There aren’t many musicians who are still playing live aged eighty-nine. However, B.B. King was. He was still touring during 2014. Sadly, on October 3rd 2014, B.B. King had to call time on his performance at the House Of Blues in Chicago. When B.B. King left the stage, he was diagnosed with exhaustion and dehydration. That was the last time B.B. King took to the stage.

On May 14th 2015, B.B. King’s death was announced. The death of the eighty-nine year old bluesman was regarded as the end of an era. B.B. King was the seen as the last of generation of great American bluesmen, who were born into a very different world. 

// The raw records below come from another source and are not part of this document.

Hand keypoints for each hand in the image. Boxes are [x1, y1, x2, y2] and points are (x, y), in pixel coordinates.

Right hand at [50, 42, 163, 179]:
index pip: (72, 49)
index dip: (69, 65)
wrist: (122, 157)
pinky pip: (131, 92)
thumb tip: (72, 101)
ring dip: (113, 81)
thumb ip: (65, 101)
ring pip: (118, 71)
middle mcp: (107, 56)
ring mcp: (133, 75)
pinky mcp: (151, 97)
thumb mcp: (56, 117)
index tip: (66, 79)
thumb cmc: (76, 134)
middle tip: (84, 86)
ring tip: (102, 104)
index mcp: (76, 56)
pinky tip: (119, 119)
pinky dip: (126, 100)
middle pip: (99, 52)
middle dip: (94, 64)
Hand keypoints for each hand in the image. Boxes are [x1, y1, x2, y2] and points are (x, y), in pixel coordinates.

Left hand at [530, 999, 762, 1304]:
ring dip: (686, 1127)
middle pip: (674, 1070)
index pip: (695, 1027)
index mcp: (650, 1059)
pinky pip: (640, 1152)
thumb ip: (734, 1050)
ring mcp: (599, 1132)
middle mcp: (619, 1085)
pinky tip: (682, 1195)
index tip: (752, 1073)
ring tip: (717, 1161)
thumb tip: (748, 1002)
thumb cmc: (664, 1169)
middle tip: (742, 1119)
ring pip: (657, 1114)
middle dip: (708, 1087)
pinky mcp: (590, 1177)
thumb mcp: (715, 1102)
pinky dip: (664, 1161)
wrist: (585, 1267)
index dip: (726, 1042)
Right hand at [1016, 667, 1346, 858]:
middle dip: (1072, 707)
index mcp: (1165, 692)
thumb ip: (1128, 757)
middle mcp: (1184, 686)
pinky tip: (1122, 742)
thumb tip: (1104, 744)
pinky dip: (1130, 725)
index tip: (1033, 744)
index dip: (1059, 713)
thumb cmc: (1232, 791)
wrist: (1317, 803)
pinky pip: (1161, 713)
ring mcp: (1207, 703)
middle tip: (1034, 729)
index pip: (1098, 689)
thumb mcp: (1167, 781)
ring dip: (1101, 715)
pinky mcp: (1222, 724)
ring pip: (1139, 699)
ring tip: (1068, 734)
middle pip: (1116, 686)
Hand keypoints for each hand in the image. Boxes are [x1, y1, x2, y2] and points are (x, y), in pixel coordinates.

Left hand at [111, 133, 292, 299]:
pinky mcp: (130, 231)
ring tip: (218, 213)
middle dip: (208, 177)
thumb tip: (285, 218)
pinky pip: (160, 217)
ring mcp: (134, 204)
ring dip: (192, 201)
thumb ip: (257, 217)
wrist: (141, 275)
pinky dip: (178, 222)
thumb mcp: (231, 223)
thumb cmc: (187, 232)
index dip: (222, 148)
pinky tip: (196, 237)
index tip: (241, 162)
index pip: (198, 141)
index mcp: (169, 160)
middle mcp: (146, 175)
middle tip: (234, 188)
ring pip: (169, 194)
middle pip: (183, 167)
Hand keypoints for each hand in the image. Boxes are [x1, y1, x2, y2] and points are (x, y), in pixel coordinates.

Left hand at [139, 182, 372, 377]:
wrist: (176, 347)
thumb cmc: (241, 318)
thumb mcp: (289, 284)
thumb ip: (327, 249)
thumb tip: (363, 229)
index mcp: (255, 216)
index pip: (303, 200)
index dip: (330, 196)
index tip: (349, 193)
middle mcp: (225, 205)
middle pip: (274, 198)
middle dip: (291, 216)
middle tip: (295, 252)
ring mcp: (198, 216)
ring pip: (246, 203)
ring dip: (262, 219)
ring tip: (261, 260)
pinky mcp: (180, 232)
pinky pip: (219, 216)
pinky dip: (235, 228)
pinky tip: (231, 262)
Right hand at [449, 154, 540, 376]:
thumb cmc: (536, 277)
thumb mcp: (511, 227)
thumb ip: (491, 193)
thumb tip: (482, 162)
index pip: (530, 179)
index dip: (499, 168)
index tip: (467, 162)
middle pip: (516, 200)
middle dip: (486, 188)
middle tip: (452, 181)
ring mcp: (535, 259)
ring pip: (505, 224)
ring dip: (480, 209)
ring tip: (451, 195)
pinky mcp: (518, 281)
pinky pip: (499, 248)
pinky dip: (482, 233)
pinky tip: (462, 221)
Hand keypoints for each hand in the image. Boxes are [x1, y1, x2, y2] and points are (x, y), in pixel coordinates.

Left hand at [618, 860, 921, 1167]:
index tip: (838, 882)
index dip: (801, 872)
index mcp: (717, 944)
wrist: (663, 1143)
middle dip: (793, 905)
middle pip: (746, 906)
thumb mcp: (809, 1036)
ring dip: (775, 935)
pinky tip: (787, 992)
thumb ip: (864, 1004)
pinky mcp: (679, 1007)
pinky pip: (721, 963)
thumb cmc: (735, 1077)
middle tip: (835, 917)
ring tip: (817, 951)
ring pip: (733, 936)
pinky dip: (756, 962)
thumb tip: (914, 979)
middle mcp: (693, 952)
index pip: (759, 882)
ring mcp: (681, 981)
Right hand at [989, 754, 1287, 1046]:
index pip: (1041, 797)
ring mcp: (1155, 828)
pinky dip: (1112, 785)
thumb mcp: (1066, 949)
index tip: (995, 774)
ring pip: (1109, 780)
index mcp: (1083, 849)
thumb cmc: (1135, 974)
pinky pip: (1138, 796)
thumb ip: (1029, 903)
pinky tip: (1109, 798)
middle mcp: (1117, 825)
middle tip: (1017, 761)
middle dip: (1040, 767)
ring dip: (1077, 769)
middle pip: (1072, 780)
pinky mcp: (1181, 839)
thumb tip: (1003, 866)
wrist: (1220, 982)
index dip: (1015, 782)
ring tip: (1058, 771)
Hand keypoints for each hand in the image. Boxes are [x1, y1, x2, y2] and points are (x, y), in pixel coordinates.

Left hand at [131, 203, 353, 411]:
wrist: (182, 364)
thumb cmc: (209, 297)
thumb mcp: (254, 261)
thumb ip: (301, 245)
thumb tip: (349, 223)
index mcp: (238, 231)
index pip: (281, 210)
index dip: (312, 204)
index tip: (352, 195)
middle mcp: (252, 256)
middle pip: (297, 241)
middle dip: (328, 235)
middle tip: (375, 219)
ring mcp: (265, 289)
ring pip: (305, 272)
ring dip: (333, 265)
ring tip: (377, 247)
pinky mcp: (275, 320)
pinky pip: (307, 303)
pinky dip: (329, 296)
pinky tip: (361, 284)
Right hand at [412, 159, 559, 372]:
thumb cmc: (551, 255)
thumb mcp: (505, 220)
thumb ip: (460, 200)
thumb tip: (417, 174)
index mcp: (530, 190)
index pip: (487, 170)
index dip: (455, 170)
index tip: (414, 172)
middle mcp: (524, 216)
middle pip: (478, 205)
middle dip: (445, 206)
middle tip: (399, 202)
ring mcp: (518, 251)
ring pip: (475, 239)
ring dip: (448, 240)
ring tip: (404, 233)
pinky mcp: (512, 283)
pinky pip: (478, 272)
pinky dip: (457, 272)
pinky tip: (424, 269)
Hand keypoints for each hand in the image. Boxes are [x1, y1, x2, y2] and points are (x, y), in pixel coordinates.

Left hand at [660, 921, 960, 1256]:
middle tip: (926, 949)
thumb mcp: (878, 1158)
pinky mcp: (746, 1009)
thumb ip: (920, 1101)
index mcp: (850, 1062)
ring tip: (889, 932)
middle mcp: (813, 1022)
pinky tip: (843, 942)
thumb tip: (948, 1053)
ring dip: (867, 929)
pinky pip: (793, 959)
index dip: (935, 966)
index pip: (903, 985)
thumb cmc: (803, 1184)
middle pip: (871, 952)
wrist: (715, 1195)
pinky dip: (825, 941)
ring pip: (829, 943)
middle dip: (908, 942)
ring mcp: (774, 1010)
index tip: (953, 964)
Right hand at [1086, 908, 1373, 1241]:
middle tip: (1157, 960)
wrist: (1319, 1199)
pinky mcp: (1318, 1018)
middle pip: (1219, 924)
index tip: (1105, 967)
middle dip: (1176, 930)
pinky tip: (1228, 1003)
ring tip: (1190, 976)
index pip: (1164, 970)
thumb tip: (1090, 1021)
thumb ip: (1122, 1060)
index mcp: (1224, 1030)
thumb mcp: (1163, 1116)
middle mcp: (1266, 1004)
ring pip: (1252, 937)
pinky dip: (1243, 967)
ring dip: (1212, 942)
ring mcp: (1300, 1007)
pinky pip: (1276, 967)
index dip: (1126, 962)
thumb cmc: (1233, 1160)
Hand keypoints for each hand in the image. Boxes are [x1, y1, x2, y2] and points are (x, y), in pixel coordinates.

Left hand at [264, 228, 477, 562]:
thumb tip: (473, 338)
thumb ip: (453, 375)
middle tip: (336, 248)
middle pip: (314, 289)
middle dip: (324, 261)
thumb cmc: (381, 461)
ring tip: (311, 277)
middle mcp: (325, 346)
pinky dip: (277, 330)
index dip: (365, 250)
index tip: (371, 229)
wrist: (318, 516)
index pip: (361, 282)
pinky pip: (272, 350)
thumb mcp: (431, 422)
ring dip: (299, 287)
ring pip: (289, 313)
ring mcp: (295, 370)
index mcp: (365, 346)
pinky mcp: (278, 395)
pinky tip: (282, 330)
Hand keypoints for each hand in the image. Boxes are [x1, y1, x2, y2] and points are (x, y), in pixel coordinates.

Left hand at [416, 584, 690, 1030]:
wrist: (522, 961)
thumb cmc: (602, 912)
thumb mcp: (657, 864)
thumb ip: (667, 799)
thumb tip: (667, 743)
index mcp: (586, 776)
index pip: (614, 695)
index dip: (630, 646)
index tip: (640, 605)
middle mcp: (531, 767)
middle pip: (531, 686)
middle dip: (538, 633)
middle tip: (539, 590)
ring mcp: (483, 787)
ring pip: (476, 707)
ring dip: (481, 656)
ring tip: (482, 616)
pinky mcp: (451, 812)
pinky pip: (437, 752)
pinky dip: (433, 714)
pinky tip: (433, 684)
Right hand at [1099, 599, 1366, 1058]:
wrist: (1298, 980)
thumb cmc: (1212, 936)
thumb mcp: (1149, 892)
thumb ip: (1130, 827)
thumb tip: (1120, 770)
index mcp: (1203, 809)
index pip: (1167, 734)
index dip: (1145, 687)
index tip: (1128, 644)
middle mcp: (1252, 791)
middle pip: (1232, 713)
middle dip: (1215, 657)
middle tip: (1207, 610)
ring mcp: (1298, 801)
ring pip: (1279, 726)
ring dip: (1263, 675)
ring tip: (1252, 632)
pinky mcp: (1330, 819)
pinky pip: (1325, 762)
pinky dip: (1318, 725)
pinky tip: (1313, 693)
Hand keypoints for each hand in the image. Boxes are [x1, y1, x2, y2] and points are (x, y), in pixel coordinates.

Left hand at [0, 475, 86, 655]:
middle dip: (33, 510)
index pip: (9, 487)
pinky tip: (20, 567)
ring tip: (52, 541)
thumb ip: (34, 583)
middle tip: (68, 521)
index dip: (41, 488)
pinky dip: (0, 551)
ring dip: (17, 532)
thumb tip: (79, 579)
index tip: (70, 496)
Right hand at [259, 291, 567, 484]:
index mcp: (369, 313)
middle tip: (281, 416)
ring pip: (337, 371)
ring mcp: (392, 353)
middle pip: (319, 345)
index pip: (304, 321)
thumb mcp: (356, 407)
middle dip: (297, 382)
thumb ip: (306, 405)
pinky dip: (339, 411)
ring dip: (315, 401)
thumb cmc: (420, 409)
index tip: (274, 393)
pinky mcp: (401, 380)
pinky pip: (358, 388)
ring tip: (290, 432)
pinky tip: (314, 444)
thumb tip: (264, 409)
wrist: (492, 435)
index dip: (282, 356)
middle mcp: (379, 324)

B.B. King was born Riley B. King, on September 16th 1925, in Itta Bena, Mississippi. His parents Albert and Nora Ella King, were sharecroppers. However, when Riley B. King was just four, Nora Ella King left Albert King for another man. This lead to the young Riley B. King moving to Mississippi, where he lived with his grandmother.

Soon, Riley B. King came to regard Mississippi as his home. He sung in the gospel choir Elkhorn Baptist Church in Kilmichael. Later, Riley B. King moved Pentecostal Church of God in Christ not for ecumenical reasons, but because of the music. The minister lead worship totting a Sears Roebuck Silvertone guitar. It was on that guitar, that Riley B. King learnt to play his first three chords. From that moment, he was hooked.

By the time he was twelve, Riley B. King owned his first guitar. Speculation surrounds how he came by it. In some interviews, B.B. King claimed to have paid $15 for it. That however, was a considerable sum of money on 1937. A more plausible explanation was that Bukka White gifted Riley B. King his first guitar. He was, Nora Ella King’s first cousin. Regardless of how Riley B. King came by his first guitar, little did anyone realise that musical history had been made.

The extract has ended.